▶ **Work item**:
Word for word, reproduce the records that follow.
--- START ---
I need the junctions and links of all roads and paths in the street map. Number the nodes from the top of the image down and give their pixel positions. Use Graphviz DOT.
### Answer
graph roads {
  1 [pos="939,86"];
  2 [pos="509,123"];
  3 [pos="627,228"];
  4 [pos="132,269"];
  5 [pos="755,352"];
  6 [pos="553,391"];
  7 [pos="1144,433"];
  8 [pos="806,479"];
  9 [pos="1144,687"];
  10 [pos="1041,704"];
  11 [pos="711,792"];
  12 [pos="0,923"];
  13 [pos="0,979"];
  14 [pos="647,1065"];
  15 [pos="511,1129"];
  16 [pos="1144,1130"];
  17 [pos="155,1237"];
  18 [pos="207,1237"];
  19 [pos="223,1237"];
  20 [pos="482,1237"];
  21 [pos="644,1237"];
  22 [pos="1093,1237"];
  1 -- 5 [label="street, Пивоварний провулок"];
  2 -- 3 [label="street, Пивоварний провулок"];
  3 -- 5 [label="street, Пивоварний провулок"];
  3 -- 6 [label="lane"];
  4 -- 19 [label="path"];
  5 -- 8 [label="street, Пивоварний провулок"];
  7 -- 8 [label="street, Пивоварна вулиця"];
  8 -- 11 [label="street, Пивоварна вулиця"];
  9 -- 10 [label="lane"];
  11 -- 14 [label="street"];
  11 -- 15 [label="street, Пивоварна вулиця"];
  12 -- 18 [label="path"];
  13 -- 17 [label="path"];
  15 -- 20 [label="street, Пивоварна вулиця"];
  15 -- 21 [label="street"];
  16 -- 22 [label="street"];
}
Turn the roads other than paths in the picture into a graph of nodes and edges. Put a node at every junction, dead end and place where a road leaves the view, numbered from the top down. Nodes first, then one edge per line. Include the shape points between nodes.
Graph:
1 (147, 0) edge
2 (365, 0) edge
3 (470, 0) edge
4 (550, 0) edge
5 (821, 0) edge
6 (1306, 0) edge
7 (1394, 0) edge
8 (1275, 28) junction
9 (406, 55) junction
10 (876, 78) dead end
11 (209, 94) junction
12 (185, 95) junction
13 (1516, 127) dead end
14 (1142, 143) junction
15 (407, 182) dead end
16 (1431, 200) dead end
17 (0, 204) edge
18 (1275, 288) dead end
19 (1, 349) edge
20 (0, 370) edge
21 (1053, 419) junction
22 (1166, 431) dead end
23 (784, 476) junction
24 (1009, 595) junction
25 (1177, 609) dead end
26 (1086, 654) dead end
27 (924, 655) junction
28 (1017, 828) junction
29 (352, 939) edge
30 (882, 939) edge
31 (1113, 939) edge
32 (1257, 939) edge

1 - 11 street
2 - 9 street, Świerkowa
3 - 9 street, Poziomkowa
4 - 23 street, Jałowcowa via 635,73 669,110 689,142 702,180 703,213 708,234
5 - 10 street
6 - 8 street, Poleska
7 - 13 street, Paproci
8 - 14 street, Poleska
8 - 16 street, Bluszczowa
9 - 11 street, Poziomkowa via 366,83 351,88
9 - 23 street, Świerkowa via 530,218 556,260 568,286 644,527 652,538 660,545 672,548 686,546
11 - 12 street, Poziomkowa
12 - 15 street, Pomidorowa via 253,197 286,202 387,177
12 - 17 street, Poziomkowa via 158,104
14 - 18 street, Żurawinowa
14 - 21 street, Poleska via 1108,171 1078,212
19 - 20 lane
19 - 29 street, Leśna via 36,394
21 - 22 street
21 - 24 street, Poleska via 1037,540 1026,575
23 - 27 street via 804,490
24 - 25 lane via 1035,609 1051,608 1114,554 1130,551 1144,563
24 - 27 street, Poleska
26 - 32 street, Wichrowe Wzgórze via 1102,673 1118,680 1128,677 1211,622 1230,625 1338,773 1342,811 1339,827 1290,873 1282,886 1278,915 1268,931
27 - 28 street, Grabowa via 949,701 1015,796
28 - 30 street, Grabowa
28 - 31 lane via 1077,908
--- END ---
▶ **Your response**:
I need the junctions and links of all roads and paths in the street map. Number the nodes from the top of the image down and give their pixel positions. Use Graphviz DOT.
### Answer
graph roads {
  1 [pos="939,86"];
  2 [pos="509,123"];
  3 [pos="627,228"];
  4 [pos="132,269"];
  5 [pos="755,352"];
  6 [pos="553,391"];
  7 [pos="1144,433"];
  8 [pos="806,479"];
  9 [pos="1144,687"];
  10 [pos="1041,704"];
  11 [pos="711,792"];
  12 [pos="0,923"];
  13 [pos="0,979"];
  14 [pos="647,1065"];
  15 [pos="511,1129"];
  16 [pos="1144,1130"];
  17 [pos="155,1237"];
  18 [pos="207,1237"];
  19 [pos="223,1237"];
  20 [pos="482,1237"];
  21 [pos="644,1237"];
  22 [pos="1093,1237"];
  1 -- 5 [label="street, Пивоварний провулок"];
  2 -- 3 [label="street, Пивоварний провулок"];
  3 -- 5 [label="street, Пивоварний провулок"];
  3 -- 6 [label="lane"];
  4 -- 19 [label="path"];
  5 -- 8 [label="street, Пивоварний провулок"];
  7 -- 8 [label="street, Пивоварна вулиця"];
  8 -- 11 [label="street, Пивоварна вулиця"];
  9 -- 10 [label="lane"];
  11 -- 14 [label="street"];
  11 -- 15 [label="street, Пивоварна вулиця"];
  12 -- 18 [label="path"];
  13 -- 17 [label="path"];
  15 -- 20 [label="street, Пивоварна вулиця"];
  15 -- 21 [label="street"];
  16 -- 22 [label="street"];
}
Turn the roads other than paths in the picture into a graph of nodes and edges. Put a node at every junction, dead end and place where a road leaves the view, numbered from the top down. Nodes first, then one edge per line. Include the shape points between nodes.
Graph:
1 (147, 0) edge
2 (365, 0) edge
3 (470, 0) edge
4 (550, 0) edge
5 (821, 0) edge
6 (1306, 0) edge
7 (1394, 0) edge
8 (1275, 28) junction
9 (406, 55) junction
10 (876, 78) dead end
11 (209, 94) junction
12 (185, 95) junction
13 (1516, 127) dead end
14 (1142, 143) junction
15 (407, 182) dead end
16 (1431, 200) dead end
17 (0, 204) edge
18 (1275, 288) dead end
19 (1, 349) edge
20 (0, 370) edge
21 (1053, 419) junction
22 (1166, 431) dead end
23 (784, 476) junction
24 (1009, 595) junction
25 (1177, 609) dead end
26 (1086, 654) dead end
27 (924, 655) junction
28 (1017, 828) junction
29 (352, 939) edge
30 (882, 939) edge
31 (1113, 939) edge
32 (1257, 939) edge

1 - 11 street
2 - 9 street, Świerkowa
3 - 9 street, Poziomkowa
4 - 23 street, Jałowcowa via 635,73 669,110 689,142 702,180 703,213 708,234
5 - 10 street
6 - 8 street, Poleska
7 - 13 street, Paproci
8 - 14 street, Poleska
8 - 16 street, Bluszczowa
9 - 11 street, Poziomkowa via 366,83 351,88
9 - 23 street, Świerkowa via 530,218 556,260 568,286 644,527 652,538 660,545 672,548 686,546
11 - 12 street, Poziomkowa
12 - 15 street, Pomidorowa via 253,197 286,202 387,177
12 - 17 street, Poziomkowa via 158,104
14 - 18 street, Żurawinowa
14 - 21 street, Poleska via 1108,171 1078,212
19 - 20 lane
19 - 29 street, Leśna via 36,394
21 - 22 street
21 - 24 street, Poleska via 1037,540 1026,575
23 - 27 street via 804,490
24 - 25 lane via 1035,609 1051,608 1114,554 1130,551 1144,563
24 - 27 street, Poleska
26 - 32 street, Wichrowe Wzgórze via 1102,673 1118,680 1128,677 1211,622 1230,625 1338,773 1342,811 1339,827 1290,873 1282,886 1278,915 1268,931
27 - 28 street, Grabowa via 949,701 1015,796
28 - 30 street, Grabowa
28 - 31 lane via 1077,908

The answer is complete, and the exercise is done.